Your objective - In every line of the records, look for "ROUTE", then report how many lines have it and nothing else.
╭─ Working data
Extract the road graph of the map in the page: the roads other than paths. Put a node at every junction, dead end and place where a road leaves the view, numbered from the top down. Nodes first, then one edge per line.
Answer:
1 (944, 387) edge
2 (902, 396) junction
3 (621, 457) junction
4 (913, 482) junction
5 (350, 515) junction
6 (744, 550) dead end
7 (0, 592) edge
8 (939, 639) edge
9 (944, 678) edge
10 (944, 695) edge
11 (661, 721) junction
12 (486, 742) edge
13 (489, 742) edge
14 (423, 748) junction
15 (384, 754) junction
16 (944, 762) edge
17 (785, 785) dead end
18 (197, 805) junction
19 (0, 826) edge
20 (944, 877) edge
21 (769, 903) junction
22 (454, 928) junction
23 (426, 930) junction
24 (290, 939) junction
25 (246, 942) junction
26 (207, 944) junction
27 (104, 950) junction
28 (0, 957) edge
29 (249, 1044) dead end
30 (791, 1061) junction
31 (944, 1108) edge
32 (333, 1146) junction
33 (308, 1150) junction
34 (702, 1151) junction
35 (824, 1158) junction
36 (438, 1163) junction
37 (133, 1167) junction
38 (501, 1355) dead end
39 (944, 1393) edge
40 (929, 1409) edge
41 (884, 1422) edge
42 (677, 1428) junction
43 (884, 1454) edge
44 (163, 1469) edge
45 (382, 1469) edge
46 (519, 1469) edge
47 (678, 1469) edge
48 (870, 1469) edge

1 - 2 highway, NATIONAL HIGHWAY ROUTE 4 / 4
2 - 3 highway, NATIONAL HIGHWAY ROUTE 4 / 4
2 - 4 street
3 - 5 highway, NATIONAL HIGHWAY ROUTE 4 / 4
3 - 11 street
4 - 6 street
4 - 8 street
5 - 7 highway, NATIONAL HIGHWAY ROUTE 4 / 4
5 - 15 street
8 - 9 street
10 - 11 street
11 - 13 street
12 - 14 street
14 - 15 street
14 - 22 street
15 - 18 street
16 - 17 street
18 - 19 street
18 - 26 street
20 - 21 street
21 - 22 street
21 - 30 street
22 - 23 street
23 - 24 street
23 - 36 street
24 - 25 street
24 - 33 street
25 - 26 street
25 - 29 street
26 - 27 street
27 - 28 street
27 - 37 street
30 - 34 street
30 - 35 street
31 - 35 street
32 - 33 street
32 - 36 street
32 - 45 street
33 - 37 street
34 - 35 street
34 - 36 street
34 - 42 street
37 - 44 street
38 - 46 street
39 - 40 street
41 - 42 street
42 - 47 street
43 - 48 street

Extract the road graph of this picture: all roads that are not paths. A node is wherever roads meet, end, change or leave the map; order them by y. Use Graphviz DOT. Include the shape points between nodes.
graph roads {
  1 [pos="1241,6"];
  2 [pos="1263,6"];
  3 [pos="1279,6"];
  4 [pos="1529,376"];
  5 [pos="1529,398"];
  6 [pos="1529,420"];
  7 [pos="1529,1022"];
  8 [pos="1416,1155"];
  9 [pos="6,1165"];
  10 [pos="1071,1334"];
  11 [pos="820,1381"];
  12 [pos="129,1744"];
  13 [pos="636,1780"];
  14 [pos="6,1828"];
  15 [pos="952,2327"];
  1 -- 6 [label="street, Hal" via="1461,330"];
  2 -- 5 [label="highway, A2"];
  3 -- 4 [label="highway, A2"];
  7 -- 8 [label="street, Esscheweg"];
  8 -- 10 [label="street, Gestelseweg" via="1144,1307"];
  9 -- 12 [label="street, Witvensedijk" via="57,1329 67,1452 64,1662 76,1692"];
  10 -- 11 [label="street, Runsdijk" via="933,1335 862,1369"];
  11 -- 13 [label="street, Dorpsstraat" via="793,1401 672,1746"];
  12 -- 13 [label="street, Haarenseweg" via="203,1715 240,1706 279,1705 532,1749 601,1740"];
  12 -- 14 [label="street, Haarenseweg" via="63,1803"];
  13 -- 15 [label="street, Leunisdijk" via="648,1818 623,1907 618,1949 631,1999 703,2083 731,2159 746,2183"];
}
╰─
Written response - 4